### WHAT YOU HAVE TO DO
Give back the data exactly, with no images.

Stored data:

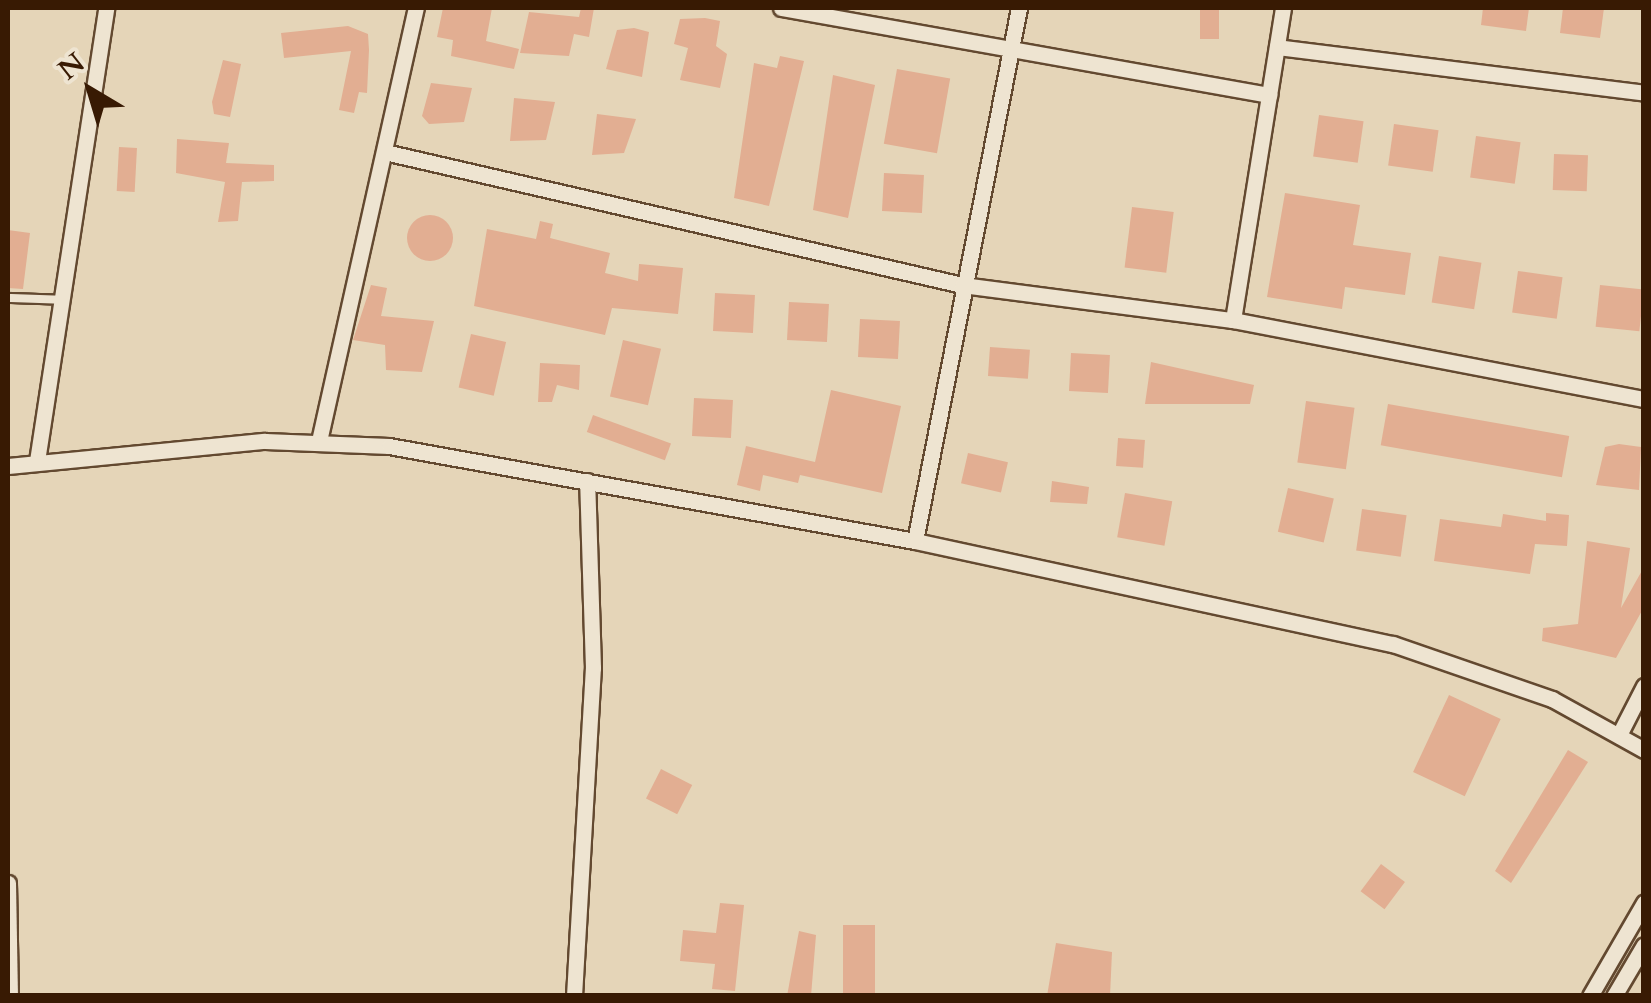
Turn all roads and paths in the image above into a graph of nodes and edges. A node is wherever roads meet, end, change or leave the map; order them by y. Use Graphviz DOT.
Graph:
graph roads {
  1 [pos="106,8"];
  2 [pos="416,8"];
  3 [pos="781,8"];
  4 [pos="1019,8"];
  5 [pos="1283,8"];
  6 [pos="1277,47"];
  7 [pos="1010,54"];
  8 [pos="1644,93"];
  9 [pos="1270,95"];
  10 [pos="389,153"];
  11 [pos="962,285"];
  12 [pos="8,298"];
  13 [pos="68,300"];
  14 [pos="1233,320"];
  15 [pos="1644,398"];
  16 [pos="319,441"];
  17 [pos="37,461"];
  18 [pos="8,466"];
  19 [pos="587,482"];
  20 [pos="915,541"];
  21 [pos="1644,686"];
  22 [pos="1620,733"];
  23 [pos="1644,750"];
  24 [pos="8,883"];
  25 [pos="1644,903"];
  26 [pos="1644,946"];
  27 [pos="10,996"];
  28 [pos="574,996"];
  29 [pos="1590,996"];
  30 [pos="1614,996"];
  1 -- 13 [label="street"];
  2 -- 10 [label="street"];
  3 -- 7 [label="street"];
  4 -- 7 [label="street"];
  5 -- 6 [label="street"];
  6 -- 8 [label="street"];
  6 -- 9 [label="street"];
  7 -- 9 [label="street"];
  7 -- 11 [label="street"];
  9 -- 14 [label="street"];
  10 -- 11 [label="street"];
  10 -- 16 [label="street"];
  11 -- 14 [label="street"];
  11 -- 20 [label="street"];
  12 -- 13 [label="lane"];
  13 -- 17 [label="street"];
  14 -- 15 [label="street"];
  16 -- 17 [label="street"];
  16 -- 19 [label="street"];
  17 -- 18 [label="street"];
  19 -- 20 [label="street"];
  19 -- 28 [label="street"];
  20 -- 22 [label="street"];
  21 -- 22 [label="street"];
  22 -- 23 [label="street"];
  24 -- 27 [label="street"];
  25 -- 29 [label="street"];
  26 -- 30 [label="street"];
}
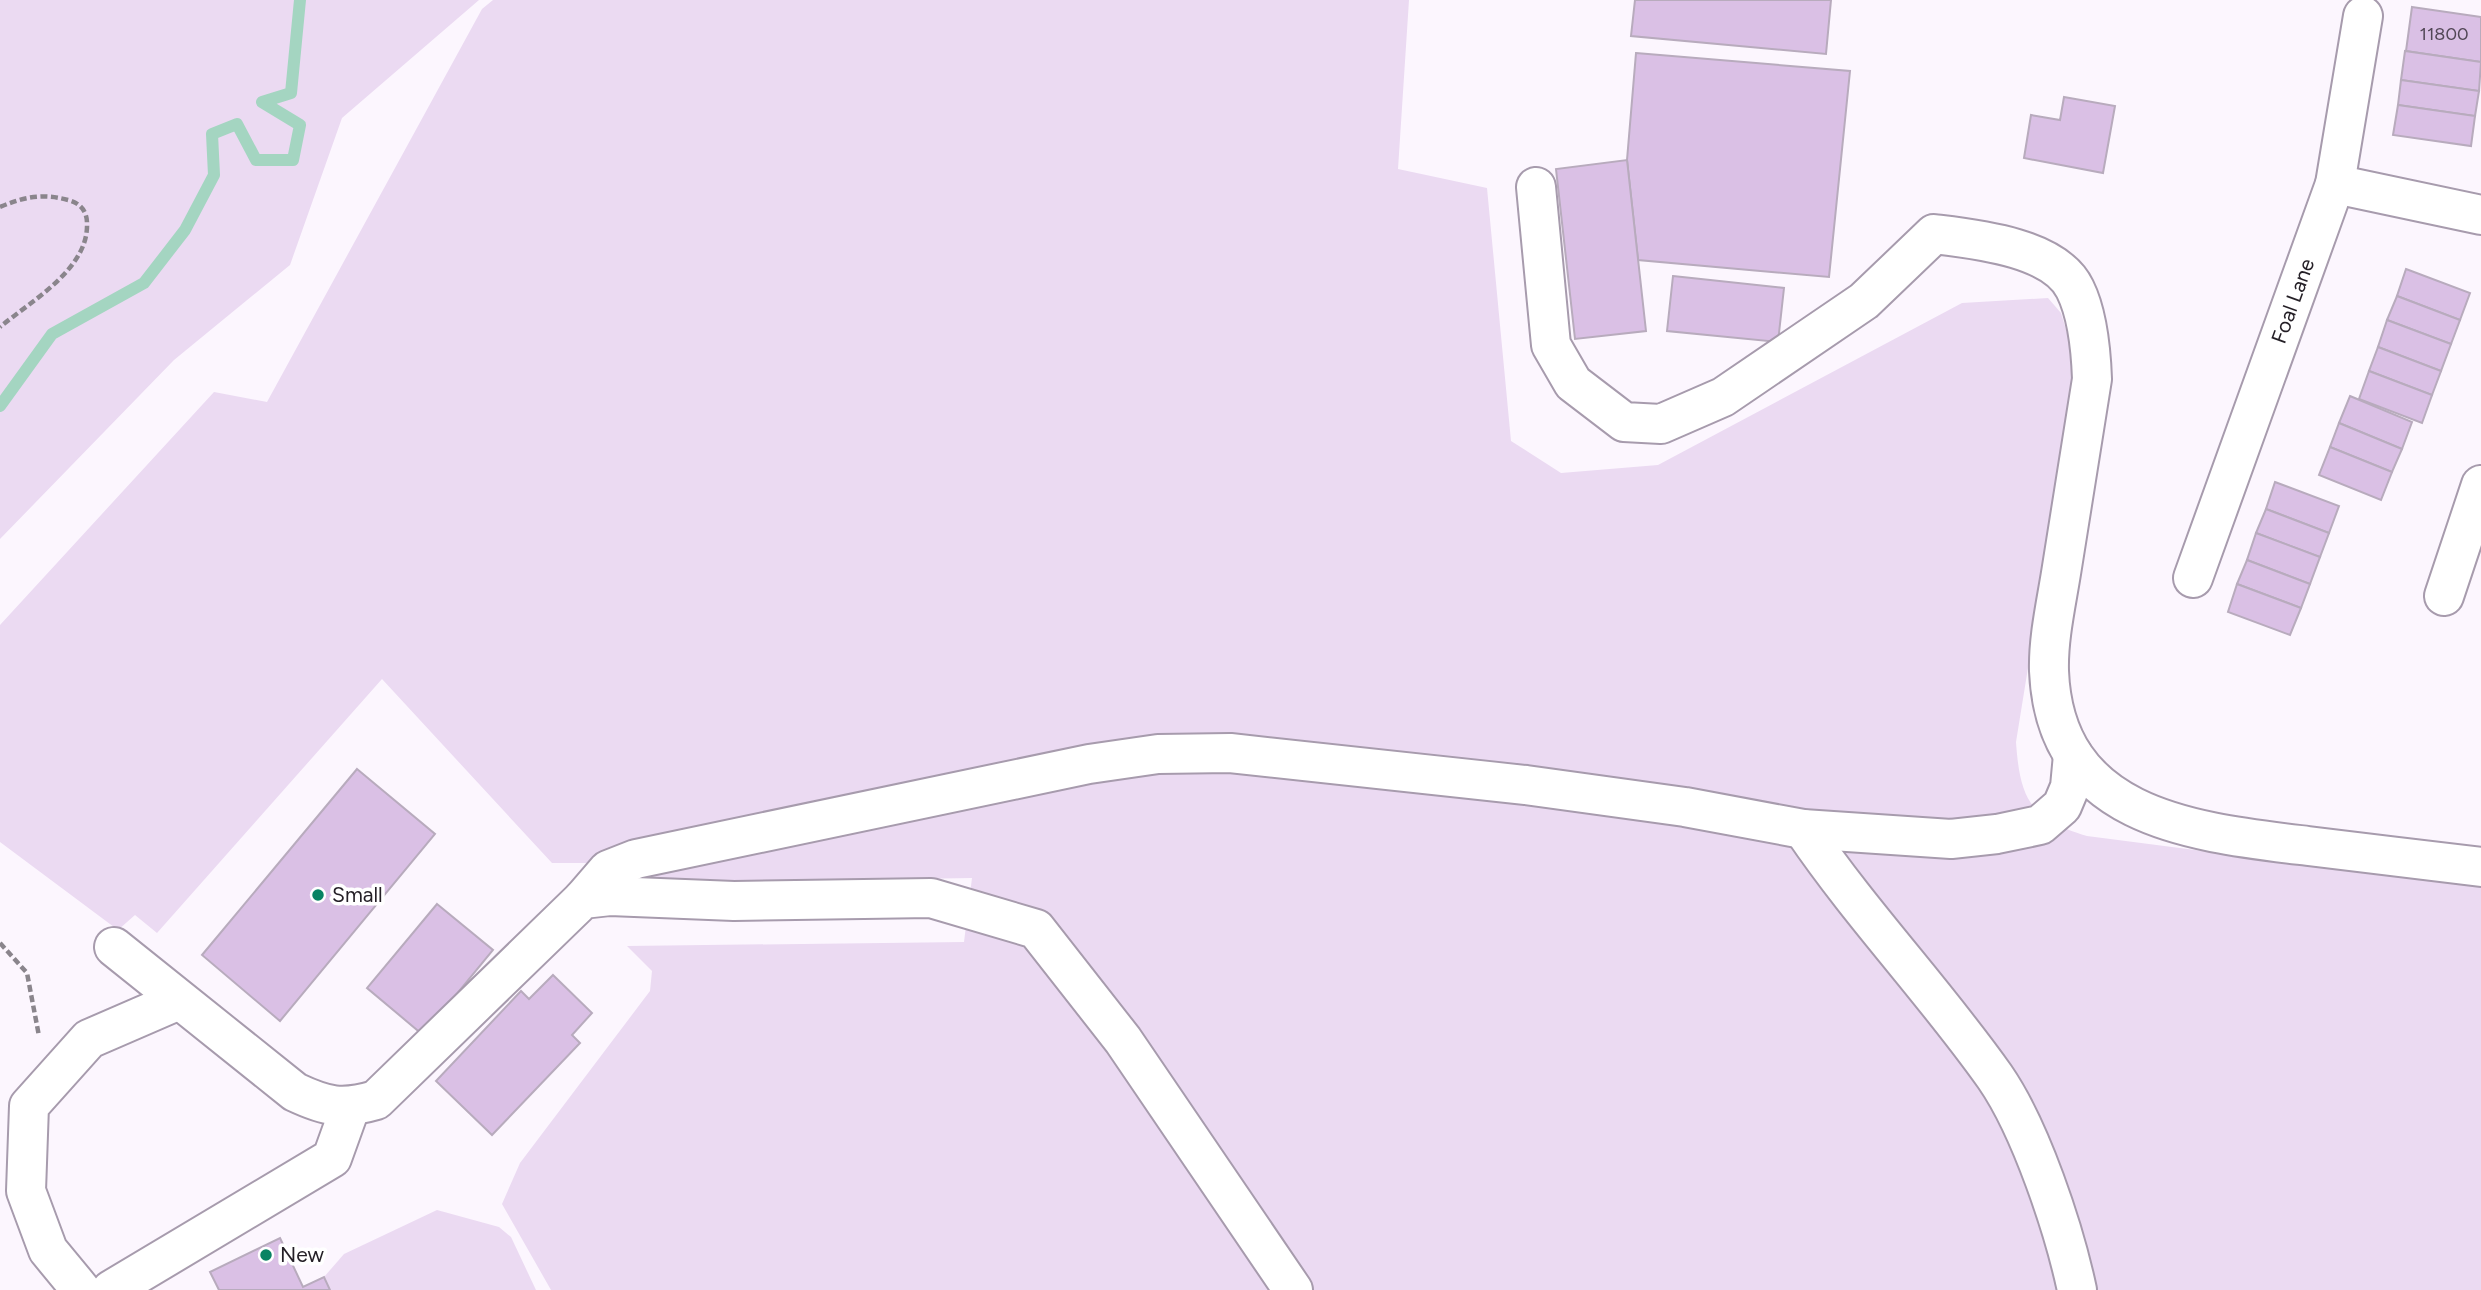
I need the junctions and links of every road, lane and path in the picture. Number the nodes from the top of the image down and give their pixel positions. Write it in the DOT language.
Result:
graph roads {
  1 [pos="2363,16"];
  2 [pos="2335,184"];
  3 [pos="1536,187"];
  4 [pos="0,207"];
  5 [pos="2481,215"];
  6 [pos="0,327"];
  7 [pos="2481,485"];
  8 [pos="2193,578"];
  9 [pos="2444,596"];
  10 [pos="2073,755"];
  11 [pos="1803,829"];
  12 [pos="2481,867"];
  13 [pos="583,899"];
  14 [pos="0,943"];
  15 [pos="114,947"];
  16 [pos="179,1000"];
  17 [pos="40,1045"];
  18 [pos="350,1108"];
  19 [pos="13,1171"];
  20 [pos="81,1290"];
  21 [pos="111,1290"];
  22 [pos="1293,1290"];
  23 [pos="2077,1290"];
  1 -- 2 [label="street, Foal Lane"];
  2 -- 5 [label="street"];
  2 -- 8 [label="street, Foal Lane"];
  3 -- 10 [label="street"];
  4 -- 6 [label="path"];
  7 -- 9 [label="street"];
  10 -- 11 [label="street"];
  10 -- 12 [label="street"];
  11 -- 13 [label="street"];
  11 -- 23 [label="street"];
  13 -- 18 [label="street"];
  13 -- 22 [label="street"];
  14 -- 17 [label="path"];
  15 -- 16 [label="street"];
  16 -- 18 [label="street"];
  16 -- 19 [label="street"];
  18 -- 21 [label="street"];
  19 -- 20 [label="street"];
}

### PROBLEM SOLUTION
Turn all roads and paths in the image above into a graph of nodes and edges. A node is wherever roads meet, end, change or leave the map; order them by y. Use Graphviz DOT.
Graph:
graph roads {
  1 [pos="106,8"];
  2 [pos="416,8"];
  3 [pos="781,8"];
  4 [pos="1019,8"];
  5 [pos="1283,8"];
  6 [pos="1277,47"];
  7 [pos="1010,54"];
  8 [pos="1644,93"];
  9 [pos="1270,95"];
  10 [pos="389,153"];
  11 [pos="962,285"];
  12 [pos="8,298"];
  13 [pos="68,300"];
  14 [pos="1233,320"];
  15 [pos="1644,398"];
  16 [pos="319,441"];
  17 [pos="37,461"];
  18 [pos="8,466"];
  19 [pos="587,482"];
  20 [pos="915,541"];
  21 [pos="1644,686"];
  22 [pos="1620,733"];
  23 [pos="1644,750"];
  24 [pos="8,883"];
  25 [pos="1644,903"];
  26 [pos="1644,946"];
  27 [pos="10,996"];
  28 [pos="574,996"];
  29 [pos="1590,996"];
  30 [pos="1614,996"];
  1 -- 13 [label="street"];
  2 -- 10 [label="street"];
  3 -- 7 [label="street"];
  4 -- 7 [label="street"];
  5 -- 6 [label="street"];
  6 -- 8 [label="street"];
  6 -- 9 [label="street"];
  7 -- 9 [label="street"];
  7 -- 11 [label="street"];
  9 -- 14 [label="street"];
  10 -- 11 [label="street"];
  10 -- 16 [label="street"];
  11 -- 14 [label="street"];
  11 -- 20 [label="street"];
  12 -- 13 [label="lane"];
  13 -- 17 [label="street"];
  14 -- 15 [label="street"];
  16 -- 17 [label="street"];
  16 -- 19 [label="street"];
  17 -- 18 [label="street"];
  19 -- 20 [label="street"];
  19 -- 28 [label="street"];
  20 -- 22 [label="street"];
  21 -- 22 [label="street"];
  22 -- 23 [label="street"];
  24 -- 27 [label="street"];
  25 -- 29 [label="street"];
  26 -- 30 [label="street"];
}
I need the junctions and links of every road, lane and path in the picture. Number the nodes from the top of the image down and give their pixel positions. Write it in the DOT language.
Result:
graph roads {
  1 [pos="2363,16"];
  2 [pos="2335,184"];
  3 [pos="1536,187"];
  4 [pos="0,207"];
  5 [pos="2481,215"];
  6 [pos="0,327"];
  7 [pos="2481,485"];
  8 [pos="2193,578"];
  9 [pos="2444,596"];
  10 [pos="2073,755"];
  11 [pos="1803,829"];
  12 [pos="2481,867"];
  13 [pos="583,899"];
  14 [pos="0,943"];
  15 [pos="114,947"];
  16 [pos="179,1000"];
  17 [pos="40,1045"];
  18 [pos="350,1108"];
  19 [pos="13,1171"];
  20 [pos="81,1290"];
  21 [pos="111,1290"];
  22 [pos="1293,1290"];
  23 [pos="2077,1290"];
  1 -- 2 [label="street, Foal Lane"];
  2 -- 5 [label="street"];
  2 -- 8 [label="street, Foal Lane"];
  3 -- 10 [label="street"];
  4 -- 6 [label="path"];
  7 -- 9 [label="street"];
  10 -- 11 [label="street"];
  10 -- 12 [label="street"];
  11 -- 13 [label="street"];
  11 -- 23 [label="street"];
  13 -- 18 [label="street"];
  13 -- 22 [label="street"];
  14 -- 17 [label="path"];
  15 -- 16 [label="street"];
  16 -- 18 [label="street"];
  16 -- 19 [label="street"];
  18 -- 21 [label="street"];
  19 -- 20 [label="street"];
}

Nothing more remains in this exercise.